The size of turtles should be determined based on cooking needs and nutrient intake. Larger turtles have thicker meat and are suitable for stewing soup, while smaller turtles have tender meat and are suitable for steaming or braising. The differences in body size of turtles directly affect their taste and distribution of nutrients. The larger turtle has a long growth cycle, hard and compact shell, high collagen and mineral content, and is suitable for stewing for a long time to make the soup thick. This type of turtle has a wide and thick belly shell, a relatively small proportion of internal organs, and more edible parts, but the flesh fiber is thicker and needs to be fully cooked and softened. Smaller turtles have high activity levels, delicate muscle fibers, less fat deposition, and easier protein absorption by the human body, making them suitable for quick cooking to preserve a fresh and tender taste. Its shell is relatively thin and easy to handle, but the proportion of internal organs is slightly higher and requires attention to cleaning. From the perspective of nutritional value, the skirt area of large turtles is rich in chondroitin sulfate and calcium, which are more advantageous for joint maintenance, while the muscle tissue of small turtles contains more branched chain amino acids. The trace element content of turtles grown in wild environments, regardless of size, is generally higher than that of artificially cultivated varieties. Special populations should be aware that those with weaker digestive function are more suitable for consuming small turtles. For patients in the postoperative recovery period, it is recommended to choose a nourishing soup made from boiled large turtles.

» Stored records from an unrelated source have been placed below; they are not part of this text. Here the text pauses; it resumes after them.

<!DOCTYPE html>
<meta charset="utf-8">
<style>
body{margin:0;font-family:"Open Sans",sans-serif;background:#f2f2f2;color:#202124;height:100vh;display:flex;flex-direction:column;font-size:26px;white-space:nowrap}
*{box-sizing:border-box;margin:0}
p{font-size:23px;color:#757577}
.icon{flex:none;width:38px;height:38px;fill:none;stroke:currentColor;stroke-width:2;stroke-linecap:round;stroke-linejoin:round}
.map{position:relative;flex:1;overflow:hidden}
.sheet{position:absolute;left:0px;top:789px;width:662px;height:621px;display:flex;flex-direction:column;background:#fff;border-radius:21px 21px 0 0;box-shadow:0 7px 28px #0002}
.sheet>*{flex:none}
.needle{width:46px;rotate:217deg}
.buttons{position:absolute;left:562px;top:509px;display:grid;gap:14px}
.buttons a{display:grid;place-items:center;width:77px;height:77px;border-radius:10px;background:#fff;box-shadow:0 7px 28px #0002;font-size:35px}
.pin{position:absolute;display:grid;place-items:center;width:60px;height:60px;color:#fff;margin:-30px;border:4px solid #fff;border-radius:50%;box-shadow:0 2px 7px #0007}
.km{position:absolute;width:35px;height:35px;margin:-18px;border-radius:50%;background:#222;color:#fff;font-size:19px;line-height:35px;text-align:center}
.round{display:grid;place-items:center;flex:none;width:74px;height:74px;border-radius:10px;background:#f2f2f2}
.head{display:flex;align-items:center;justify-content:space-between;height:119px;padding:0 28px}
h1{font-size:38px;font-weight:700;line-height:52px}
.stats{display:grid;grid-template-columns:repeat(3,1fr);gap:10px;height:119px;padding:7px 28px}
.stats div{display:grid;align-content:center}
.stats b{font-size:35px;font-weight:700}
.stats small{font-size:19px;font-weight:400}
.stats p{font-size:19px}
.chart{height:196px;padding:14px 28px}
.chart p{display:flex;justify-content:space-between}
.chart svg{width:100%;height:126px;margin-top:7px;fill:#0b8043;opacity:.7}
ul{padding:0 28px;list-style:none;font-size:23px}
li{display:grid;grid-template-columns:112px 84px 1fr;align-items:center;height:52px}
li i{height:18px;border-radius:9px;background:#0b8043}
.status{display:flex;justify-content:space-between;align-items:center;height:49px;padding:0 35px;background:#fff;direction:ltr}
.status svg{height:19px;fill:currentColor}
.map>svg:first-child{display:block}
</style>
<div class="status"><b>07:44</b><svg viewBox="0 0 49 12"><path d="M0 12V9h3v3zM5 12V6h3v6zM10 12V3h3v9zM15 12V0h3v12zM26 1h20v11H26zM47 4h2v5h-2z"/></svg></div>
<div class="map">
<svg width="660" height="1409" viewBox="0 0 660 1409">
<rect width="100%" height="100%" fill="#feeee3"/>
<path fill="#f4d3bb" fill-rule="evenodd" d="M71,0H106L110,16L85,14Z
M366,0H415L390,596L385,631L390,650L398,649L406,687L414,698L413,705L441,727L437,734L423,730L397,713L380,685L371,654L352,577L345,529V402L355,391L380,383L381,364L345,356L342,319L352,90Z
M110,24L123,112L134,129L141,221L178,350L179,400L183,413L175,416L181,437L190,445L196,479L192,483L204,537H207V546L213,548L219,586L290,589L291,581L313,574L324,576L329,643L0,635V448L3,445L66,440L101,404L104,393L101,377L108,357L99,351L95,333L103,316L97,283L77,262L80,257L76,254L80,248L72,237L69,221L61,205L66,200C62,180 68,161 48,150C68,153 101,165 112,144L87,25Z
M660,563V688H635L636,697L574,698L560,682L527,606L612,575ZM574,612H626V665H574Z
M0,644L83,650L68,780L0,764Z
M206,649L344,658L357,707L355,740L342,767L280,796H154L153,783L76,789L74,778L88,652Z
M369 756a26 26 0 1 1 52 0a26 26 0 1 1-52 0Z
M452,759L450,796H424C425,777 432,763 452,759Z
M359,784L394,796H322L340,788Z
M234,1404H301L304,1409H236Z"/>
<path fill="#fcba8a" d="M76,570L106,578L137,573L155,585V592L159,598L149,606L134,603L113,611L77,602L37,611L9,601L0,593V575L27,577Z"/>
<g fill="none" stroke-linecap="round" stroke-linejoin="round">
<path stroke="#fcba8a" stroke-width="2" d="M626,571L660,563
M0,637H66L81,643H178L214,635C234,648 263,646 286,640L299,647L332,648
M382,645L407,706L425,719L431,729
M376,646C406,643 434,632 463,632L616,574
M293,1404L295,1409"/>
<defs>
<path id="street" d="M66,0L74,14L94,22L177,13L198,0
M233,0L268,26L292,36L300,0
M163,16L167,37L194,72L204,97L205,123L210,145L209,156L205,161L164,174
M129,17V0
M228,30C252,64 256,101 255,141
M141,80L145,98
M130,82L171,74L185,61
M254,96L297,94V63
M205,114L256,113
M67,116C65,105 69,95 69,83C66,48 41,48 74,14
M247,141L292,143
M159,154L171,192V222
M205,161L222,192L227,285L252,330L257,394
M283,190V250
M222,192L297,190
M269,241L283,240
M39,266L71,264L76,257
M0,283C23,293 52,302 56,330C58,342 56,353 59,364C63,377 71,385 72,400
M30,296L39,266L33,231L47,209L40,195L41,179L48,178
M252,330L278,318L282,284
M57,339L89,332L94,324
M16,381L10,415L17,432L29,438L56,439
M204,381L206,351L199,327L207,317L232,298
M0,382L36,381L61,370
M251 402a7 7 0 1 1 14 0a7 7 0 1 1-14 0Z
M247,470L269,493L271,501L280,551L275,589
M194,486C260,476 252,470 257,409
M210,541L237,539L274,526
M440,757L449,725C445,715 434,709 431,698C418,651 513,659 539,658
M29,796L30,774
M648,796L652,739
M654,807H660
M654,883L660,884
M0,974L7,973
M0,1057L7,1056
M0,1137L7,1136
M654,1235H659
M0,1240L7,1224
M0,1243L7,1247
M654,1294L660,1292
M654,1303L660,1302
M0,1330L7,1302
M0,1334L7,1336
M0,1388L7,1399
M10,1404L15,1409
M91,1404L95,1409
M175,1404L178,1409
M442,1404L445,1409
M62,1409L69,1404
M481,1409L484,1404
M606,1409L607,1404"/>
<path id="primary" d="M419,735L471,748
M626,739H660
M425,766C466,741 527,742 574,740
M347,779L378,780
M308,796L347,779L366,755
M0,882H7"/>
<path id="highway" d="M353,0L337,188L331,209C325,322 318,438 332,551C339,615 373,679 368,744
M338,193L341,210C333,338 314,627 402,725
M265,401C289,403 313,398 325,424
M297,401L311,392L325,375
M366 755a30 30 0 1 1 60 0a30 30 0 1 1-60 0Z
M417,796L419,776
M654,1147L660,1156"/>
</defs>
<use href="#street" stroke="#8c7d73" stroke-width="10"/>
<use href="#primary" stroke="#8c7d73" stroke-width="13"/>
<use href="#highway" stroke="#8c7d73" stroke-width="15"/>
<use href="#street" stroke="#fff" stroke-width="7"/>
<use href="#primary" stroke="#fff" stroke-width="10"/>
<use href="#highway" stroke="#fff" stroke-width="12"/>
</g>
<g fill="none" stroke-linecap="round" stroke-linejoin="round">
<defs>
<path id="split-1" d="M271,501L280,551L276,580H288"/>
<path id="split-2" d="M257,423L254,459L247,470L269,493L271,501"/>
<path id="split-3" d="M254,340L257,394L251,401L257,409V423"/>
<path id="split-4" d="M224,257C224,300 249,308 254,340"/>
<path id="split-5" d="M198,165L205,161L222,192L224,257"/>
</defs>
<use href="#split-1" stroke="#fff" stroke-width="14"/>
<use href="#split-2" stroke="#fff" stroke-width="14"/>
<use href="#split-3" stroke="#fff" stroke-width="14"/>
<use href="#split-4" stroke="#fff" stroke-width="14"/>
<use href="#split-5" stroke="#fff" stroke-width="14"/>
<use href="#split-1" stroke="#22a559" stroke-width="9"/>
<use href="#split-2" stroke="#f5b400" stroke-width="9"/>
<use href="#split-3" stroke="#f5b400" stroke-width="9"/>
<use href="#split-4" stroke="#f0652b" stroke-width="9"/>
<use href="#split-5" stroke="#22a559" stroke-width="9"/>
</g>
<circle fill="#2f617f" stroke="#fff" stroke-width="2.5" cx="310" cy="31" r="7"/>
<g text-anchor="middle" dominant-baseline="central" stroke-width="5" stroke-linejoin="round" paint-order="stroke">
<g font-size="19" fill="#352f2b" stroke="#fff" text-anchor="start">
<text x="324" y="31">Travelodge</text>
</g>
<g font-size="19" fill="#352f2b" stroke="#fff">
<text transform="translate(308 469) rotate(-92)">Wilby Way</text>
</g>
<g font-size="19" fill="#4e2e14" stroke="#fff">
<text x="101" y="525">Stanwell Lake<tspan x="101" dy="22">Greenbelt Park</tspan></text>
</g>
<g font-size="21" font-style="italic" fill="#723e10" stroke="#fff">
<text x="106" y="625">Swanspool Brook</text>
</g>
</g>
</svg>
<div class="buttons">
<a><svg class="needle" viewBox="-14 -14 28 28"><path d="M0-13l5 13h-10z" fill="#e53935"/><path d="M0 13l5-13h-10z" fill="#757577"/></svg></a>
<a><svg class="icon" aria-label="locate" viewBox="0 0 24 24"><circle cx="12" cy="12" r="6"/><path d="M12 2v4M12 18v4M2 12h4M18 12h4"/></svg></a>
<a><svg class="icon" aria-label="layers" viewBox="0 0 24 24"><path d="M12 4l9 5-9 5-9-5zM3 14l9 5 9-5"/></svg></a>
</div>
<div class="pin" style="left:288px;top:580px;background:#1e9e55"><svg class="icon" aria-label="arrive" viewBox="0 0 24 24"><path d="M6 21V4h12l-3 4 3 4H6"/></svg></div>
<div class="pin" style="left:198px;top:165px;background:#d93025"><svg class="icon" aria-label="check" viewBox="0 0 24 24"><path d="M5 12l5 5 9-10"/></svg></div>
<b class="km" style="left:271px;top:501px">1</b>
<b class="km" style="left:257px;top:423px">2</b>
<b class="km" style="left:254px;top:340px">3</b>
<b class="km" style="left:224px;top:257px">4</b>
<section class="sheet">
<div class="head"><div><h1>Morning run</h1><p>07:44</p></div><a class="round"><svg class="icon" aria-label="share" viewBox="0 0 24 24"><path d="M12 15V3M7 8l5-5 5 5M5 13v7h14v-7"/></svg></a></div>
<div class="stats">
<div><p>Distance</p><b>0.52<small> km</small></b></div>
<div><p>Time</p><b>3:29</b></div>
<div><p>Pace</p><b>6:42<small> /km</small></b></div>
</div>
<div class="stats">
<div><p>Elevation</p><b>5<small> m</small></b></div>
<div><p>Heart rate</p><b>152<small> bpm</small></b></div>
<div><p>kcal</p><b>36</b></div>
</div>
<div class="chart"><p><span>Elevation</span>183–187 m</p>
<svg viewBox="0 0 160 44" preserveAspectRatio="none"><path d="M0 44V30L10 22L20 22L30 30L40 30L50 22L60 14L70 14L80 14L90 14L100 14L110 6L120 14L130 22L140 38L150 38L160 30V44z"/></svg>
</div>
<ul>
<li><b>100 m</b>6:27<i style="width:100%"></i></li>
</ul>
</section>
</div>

When selecting turtles, it is recommended to observe the glossiness of the carapace and the elasticity of the abdomen. It is best for live turtles to have prominent and lively eyeballs. Soak in warm water before cooking to remove surface mucus, and pair with yam or goji berries to enhance nourishing effects. Control the frequency of consumption, no more than twice a week, and gout patients should avoid drinking turtle soup. If it cannot be consumed immediately after purchase, the internal organs can be cleaned and frozen for storage, but it should not exceed one month.